**** Given entries
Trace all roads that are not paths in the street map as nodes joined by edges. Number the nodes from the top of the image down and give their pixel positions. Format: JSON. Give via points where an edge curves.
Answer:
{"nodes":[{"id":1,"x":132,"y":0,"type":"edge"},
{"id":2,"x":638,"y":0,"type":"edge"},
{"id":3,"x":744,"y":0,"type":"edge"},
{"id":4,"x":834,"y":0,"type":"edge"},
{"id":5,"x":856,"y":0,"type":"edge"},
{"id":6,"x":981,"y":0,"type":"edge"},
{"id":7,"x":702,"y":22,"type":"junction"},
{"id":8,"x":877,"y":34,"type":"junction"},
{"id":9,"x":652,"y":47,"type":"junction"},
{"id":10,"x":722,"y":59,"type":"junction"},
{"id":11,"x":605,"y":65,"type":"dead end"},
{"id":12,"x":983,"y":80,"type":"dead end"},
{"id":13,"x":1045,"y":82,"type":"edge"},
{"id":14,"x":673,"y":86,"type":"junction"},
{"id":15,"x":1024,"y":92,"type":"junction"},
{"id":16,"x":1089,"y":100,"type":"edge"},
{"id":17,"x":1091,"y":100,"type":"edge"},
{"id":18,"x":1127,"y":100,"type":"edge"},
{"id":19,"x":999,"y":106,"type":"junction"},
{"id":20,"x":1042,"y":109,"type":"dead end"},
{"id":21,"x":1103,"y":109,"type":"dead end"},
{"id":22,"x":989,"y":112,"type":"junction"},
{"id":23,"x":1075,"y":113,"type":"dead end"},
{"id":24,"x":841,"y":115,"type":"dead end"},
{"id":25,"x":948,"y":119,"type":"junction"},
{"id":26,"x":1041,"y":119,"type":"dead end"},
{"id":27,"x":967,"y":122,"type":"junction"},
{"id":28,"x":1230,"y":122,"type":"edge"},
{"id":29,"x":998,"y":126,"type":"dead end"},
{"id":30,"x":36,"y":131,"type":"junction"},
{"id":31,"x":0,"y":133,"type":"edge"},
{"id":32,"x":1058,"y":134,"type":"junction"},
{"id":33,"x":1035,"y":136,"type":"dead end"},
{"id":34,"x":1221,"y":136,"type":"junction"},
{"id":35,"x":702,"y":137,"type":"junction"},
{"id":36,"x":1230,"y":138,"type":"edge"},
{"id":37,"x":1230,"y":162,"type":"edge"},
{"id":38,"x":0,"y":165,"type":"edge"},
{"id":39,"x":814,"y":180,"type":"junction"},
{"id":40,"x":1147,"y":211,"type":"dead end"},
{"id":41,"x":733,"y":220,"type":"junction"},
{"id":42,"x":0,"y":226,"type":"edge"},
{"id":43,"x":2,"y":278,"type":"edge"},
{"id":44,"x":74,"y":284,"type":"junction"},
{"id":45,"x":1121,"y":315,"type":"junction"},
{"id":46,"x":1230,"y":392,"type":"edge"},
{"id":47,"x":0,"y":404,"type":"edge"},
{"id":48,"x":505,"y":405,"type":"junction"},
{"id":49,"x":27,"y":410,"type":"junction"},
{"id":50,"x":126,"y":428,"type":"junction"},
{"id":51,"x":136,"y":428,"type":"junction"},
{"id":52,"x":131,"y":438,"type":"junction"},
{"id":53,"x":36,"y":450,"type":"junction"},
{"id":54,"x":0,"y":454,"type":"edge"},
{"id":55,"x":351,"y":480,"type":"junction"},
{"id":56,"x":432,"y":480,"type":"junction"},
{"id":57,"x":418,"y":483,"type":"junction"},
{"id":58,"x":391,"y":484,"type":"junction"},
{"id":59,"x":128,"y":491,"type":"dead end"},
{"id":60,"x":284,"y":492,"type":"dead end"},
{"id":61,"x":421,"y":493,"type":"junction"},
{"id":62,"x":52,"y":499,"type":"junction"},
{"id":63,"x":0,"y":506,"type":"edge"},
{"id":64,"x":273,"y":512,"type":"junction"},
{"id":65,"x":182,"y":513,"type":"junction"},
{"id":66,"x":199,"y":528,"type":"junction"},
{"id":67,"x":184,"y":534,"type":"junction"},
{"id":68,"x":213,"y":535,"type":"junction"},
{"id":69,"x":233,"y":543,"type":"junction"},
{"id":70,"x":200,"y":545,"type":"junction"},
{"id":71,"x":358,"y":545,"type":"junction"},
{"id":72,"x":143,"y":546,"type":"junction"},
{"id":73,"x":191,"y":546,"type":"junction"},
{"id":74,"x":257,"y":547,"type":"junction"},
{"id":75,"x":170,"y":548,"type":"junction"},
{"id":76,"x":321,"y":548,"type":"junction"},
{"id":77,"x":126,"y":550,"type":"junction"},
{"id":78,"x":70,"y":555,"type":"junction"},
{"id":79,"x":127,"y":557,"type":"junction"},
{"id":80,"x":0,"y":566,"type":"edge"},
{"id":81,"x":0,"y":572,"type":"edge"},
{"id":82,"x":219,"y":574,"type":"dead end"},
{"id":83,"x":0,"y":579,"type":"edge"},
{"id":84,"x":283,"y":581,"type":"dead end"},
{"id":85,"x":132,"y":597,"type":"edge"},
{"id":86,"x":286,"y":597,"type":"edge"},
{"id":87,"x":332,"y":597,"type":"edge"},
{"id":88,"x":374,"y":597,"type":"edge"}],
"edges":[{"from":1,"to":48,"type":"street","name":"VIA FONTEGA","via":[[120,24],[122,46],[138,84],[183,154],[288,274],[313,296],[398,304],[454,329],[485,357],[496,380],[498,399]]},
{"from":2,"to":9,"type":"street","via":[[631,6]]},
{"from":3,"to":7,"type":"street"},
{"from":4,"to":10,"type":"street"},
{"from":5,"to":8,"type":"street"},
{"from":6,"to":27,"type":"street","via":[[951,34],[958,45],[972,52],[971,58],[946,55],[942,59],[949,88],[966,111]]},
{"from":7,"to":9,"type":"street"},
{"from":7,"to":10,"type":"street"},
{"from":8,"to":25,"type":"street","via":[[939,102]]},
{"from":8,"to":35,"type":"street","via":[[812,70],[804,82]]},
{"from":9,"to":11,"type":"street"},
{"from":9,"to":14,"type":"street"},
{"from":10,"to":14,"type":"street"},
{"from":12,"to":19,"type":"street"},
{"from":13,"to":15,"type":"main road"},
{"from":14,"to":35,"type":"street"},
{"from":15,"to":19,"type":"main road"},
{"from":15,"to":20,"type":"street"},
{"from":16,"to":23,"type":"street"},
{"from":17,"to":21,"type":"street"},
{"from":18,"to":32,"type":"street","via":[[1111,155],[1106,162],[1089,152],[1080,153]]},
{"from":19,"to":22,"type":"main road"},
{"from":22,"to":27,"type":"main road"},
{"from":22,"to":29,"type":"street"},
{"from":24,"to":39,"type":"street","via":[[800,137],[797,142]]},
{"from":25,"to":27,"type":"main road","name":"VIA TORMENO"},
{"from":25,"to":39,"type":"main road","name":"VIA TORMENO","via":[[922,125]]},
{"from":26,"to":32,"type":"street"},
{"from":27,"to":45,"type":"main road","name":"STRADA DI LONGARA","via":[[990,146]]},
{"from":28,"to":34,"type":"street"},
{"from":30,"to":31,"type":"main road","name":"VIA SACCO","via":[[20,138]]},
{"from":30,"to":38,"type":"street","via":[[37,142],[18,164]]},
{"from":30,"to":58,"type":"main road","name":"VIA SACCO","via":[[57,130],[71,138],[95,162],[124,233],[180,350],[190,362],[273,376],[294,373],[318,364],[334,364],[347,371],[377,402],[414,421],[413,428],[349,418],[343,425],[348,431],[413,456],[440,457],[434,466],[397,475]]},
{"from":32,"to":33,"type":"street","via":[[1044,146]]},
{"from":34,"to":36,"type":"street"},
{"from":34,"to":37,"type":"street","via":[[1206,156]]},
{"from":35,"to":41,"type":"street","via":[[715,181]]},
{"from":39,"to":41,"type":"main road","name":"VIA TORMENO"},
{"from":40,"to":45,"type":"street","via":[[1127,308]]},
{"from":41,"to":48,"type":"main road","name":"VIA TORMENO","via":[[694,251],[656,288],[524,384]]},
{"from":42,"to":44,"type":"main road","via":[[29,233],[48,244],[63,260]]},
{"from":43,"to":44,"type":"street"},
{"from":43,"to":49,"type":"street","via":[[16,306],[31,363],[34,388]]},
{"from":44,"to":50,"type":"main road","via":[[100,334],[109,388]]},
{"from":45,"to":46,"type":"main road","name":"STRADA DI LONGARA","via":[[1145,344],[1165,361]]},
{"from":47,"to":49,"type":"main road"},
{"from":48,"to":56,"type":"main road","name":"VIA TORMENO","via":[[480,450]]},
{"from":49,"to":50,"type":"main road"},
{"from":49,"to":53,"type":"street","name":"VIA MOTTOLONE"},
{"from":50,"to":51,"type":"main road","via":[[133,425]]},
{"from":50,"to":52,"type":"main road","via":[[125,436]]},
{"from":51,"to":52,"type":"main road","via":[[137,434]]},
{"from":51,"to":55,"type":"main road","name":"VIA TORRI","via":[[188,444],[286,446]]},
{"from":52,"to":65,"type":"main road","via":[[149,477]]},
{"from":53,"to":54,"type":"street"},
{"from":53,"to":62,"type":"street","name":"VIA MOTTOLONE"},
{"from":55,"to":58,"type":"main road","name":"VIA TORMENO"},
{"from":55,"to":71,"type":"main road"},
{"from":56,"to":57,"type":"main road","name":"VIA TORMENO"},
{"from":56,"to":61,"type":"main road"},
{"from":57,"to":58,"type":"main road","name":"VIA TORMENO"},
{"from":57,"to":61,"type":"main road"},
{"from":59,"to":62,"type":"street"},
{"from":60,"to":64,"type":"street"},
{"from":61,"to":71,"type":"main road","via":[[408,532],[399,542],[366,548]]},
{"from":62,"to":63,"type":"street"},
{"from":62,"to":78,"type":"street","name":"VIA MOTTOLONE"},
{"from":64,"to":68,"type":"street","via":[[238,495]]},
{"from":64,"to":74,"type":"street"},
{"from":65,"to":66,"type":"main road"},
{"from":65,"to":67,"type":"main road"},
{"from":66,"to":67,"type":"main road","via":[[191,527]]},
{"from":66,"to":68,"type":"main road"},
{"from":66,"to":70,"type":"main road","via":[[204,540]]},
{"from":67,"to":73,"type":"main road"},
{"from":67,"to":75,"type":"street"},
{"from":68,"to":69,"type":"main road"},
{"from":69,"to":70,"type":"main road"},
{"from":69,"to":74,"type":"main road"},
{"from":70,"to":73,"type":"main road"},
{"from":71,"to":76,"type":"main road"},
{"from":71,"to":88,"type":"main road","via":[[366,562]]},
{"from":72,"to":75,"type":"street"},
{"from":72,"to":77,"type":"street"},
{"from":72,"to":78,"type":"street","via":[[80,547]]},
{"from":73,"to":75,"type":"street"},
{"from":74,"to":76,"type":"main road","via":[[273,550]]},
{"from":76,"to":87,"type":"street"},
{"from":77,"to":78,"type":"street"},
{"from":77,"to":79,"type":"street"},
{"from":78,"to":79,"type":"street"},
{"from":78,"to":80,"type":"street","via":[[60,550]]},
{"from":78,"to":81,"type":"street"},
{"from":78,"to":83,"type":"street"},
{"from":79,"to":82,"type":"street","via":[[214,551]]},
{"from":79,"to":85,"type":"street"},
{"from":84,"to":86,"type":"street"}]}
********
Exercise details:
Which lines in the data above hold the string "SACCO"? Return each of them.

Response to this task:
{"from":30,"to":31,"type":"main road","name":"VIA SACCO","via":[[20,138]]},
{"from":30,"to":58,"type":"main road","name":"VIA SACCO","via":[[57,130],[71,138],[95,162],[124,233],[180,350],[190,362],[273,376],[294,373],[318,364],[334,364],[347,371],[377,402],[414,421],[413,428],[349,418],[343,425],[348,431],[413,456],[440,457],[434,466],[397,475]]},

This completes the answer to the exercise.